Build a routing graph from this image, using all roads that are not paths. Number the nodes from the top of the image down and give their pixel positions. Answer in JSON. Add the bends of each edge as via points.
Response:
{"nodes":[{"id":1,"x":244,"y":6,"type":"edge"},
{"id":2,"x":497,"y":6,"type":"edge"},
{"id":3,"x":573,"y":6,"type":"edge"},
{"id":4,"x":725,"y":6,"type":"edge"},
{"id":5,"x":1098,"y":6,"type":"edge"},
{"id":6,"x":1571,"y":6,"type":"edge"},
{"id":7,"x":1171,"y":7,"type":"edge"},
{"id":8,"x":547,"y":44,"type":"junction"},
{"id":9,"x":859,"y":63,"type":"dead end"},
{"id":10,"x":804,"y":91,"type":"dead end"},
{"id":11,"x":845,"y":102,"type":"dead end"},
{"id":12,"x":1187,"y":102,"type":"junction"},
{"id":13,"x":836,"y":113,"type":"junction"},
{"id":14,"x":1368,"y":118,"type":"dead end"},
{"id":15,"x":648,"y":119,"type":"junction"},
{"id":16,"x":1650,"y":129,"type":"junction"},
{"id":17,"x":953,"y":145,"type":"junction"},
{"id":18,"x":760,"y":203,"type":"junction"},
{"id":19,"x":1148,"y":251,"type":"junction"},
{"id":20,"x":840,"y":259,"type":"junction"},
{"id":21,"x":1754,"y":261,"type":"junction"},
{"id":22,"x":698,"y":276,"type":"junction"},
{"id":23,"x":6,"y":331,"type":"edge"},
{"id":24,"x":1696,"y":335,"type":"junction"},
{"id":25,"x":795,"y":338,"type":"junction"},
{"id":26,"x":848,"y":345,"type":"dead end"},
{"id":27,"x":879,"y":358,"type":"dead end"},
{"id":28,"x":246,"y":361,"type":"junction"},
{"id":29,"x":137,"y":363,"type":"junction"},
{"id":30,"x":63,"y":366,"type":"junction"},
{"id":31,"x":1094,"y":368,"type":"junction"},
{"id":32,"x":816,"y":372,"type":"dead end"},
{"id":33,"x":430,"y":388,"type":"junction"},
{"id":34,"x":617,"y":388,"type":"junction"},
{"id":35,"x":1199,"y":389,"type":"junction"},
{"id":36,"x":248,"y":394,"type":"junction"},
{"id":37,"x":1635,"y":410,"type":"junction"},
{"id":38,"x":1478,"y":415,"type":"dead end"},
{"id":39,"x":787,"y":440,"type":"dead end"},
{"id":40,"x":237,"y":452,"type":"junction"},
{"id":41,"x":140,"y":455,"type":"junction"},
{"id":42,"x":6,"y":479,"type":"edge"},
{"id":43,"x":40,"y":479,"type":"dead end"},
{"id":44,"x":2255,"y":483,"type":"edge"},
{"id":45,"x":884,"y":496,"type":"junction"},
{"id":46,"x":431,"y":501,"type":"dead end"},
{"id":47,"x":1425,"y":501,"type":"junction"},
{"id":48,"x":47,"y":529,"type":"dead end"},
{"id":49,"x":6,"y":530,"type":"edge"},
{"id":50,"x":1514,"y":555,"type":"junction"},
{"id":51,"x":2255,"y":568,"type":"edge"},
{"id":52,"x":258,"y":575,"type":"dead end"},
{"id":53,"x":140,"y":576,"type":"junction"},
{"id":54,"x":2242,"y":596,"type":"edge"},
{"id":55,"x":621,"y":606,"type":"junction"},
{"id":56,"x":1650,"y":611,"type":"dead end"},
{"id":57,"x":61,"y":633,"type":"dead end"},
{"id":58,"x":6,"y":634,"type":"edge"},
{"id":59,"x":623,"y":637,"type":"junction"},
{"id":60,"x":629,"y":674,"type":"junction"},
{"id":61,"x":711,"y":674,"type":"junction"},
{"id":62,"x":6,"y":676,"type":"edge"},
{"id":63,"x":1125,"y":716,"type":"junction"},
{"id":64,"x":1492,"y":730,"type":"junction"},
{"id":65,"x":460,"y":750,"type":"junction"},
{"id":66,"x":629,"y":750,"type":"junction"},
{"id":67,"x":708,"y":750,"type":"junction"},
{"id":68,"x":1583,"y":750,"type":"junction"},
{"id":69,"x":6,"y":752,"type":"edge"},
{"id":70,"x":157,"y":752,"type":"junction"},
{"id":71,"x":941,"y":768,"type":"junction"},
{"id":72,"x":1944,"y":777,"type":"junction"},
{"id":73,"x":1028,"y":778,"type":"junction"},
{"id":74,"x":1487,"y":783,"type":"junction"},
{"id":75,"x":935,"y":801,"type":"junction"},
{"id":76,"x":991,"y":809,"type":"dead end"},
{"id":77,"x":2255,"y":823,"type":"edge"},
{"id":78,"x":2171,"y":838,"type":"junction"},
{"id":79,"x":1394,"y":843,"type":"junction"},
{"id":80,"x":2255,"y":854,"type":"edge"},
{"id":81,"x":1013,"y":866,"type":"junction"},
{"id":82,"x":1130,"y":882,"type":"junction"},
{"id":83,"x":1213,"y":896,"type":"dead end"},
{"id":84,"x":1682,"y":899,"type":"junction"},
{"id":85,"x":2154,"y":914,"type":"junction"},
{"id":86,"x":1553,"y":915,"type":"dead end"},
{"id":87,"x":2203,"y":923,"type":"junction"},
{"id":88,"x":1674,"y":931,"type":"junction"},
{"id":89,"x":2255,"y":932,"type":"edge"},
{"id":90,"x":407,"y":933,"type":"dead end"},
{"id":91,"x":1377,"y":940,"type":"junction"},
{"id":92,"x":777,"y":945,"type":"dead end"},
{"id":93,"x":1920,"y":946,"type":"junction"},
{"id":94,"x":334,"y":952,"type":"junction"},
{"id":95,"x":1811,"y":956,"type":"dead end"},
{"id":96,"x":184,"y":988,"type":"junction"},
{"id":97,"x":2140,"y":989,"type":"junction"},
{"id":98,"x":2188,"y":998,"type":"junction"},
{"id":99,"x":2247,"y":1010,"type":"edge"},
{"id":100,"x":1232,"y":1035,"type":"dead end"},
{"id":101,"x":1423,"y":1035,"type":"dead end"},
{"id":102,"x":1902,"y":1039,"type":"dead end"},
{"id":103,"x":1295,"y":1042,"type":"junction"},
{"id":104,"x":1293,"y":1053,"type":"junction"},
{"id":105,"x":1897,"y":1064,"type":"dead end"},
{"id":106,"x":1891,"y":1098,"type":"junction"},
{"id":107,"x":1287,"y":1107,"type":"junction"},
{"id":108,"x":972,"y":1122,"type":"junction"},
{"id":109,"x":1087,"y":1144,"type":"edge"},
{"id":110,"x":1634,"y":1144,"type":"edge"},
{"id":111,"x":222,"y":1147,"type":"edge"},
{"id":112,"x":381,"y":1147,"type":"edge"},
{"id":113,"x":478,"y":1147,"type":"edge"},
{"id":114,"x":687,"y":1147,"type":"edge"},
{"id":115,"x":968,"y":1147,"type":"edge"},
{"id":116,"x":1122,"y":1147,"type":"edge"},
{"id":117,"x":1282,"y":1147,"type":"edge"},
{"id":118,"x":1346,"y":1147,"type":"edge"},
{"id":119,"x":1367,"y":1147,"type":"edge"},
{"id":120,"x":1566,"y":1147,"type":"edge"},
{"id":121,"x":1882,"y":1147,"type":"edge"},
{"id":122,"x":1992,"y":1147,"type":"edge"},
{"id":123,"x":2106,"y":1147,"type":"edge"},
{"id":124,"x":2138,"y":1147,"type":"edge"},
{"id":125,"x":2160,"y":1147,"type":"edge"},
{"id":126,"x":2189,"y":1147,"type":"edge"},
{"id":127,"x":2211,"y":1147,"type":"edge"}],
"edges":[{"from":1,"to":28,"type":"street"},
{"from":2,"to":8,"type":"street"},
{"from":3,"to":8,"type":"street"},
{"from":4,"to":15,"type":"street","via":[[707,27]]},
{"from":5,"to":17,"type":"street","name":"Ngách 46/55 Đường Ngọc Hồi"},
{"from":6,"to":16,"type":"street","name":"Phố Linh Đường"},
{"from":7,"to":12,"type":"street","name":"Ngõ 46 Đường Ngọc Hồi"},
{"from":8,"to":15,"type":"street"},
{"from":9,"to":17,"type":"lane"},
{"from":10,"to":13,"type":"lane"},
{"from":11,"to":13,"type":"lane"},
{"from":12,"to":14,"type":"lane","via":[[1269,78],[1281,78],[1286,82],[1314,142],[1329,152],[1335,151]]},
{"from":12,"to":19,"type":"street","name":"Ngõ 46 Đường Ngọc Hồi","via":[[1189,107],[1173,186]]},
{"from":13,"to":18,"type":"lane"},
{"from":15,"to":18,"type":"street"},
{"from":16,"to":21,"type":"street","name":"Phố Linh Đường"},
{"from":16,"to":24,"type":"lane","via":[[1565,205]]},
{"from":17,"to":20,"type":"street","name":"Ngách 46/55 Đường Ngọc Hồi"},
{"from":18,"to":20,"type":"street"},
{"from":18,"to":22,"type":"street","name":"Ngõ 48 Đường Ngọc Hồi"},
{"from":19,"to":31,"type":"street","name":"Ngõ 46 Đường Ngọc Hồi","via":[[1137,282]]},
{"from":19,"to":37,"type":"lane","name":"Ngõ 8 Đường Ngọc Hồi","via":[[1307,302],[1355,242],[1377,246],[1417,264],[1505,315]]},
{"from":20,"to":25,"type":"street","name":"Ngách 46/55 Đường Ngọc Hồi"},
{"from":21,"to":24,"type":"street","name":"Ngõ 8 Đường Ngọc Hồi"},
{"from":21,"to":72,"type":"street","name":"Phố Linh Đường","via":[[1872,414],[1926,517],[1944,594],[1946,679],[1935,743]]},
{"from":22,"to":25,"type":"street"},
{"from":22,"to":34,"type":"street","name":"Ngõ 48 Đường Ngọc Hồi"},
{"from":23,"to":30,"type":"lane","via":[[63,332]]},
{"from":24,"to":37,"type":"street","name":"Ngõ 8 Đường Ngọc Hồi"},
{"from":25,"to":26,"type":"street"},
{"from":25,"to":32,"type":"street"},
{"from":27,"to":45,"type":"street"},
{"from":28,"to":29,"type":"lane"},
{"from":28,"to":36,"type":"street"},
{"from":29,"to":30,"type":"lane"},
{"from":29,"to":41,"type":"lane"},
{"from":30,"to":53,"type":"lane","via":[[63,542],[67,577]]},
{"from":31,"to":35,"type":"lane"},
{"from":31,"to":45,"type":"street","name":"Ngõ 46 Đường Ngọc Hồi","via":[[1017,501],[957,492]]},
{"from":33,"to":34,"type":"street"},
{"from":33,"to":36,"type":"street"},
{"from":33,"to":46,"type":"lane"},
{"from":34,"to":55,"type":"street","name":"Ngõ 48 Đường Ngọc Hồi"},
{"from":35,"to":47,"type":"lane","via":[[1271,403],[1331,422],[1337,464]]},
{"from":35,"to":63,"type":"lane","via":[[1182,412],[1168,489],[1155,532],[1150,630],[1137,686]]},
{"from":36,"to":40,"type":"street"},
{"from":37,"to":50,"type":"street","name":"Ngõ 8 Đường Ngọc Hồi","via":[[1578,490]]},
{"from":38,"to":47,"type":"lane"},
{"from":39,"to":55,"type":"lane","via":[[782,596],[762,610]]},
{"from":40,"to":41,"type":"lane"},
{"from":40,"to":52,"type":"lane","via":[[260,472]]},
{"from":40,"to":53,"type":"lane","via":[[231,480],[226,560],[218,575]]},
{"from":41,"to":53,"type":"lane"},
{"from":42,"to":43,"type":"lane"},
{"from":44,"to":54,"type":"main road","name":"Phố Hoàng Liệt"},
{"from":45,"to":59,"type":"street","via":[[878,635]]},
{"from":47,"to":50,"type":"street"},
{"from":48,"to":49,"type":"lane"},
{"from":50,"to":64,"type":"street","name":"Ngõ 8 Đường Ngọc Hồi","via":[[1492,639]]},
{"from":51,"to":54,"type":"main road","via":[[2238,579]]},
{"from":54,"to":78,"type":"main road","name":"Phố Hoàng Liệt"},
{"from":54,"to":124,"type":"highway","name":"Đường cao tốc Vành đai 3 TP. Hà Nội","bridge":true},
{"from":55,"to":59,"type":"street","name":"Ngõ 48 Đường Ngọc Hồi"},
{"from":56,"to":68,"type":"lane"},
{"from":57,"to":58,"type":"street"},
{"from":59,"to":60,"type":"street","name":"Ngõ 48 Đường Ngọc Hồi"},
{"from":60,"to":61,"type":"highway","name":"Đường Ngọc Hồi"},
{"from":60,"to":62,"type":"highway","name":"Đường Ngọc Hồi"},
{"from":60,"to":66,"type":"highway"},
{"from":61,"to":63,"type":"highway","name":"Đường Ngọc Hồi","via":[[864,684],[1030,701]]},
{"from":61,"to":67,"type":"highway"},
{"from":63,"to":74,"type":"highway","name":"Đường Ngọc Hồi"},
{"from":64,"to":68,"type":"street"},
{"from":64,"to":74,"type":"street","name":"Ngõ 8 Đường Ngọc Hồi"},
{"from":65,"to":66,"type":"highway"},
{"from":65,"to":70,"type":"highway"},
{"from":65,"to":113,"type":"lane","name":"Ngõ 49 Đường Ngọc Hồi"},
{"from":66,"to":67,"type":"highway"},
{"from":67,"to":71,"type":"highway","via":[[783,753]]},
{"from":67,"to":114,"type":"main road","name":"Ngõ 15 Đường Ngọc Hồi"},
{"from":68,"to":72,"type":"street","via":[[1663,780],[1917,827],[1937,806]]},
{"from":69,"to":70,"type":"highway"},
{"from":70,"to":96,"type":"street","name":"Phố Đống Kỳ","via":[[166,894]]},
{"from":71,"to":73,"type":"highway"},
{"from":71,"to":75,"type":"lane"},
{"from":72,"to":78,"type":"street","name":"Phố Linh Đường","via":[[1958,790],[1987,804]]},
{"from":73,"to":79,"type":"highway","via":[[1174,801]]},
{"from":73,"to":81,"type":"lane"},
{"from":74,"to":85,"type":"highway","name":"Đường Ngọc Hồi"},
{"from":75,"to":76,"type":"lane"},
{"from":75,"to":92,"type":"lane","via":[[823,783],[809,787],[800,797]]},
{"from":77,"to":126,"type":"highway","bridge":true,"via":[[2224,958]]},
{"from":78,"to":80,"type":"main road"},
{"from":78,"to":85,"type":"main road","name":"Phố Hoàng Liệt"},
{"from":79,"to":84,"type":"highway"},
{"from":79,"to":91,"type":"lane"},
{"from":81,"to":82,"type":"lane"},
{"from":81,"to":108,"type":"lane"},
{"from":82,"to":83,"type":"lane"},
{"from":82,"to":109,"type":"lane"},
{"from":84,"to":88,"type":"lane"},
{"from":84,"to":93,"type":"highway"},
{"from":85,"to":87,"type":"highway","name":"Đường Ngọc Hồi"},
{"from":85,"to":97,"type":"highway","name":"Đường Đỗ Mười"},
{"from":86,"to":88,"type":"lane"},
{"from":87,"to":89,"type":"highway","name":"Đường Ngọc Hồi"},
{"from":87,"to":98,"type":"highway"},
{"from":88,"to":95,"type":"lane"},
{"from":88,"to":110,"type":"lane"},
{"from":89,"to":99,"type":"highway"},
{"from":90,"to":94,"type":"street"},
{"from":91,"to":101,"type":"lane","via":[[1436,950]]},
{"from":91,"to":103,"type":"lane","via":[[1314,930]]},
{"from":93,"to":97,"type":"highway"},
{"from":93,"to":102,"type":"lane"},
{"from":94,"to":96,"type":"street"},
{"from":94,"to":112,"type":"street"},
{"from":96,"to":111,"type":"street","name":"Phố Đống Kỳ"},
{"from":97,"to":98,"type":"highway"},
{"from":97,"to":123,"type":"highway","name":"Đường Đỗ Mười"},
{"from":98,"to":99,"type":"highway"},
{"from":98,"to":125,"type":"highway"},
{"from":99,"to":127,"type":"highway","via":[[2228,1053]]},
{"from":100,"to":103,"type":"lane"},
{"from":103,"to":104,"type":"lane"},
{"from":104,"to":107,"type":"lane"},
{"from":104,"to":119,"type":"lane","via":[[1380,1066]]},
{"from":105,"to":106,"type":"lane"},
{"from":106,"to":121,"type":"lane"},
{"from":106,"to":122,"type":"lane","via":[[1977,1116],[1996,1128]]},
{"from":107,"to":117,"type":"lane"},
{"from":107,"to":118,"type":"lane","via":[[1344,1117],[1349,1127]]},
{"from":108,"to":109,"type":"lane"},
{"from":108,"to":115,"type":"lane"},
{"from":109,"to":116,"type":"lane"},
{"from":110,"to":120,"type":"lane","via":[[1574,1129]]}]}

******

- [Aim of the task] Take each line from the preceding material that contains "Mười" and copy it.

- [Your solution]
{"from":85,"to":97,"type":"highway","name":"Đường Đỗ Mười"},
{"from":97,"to":123,"type":"highway","name":"Đường Đỗ Mười"},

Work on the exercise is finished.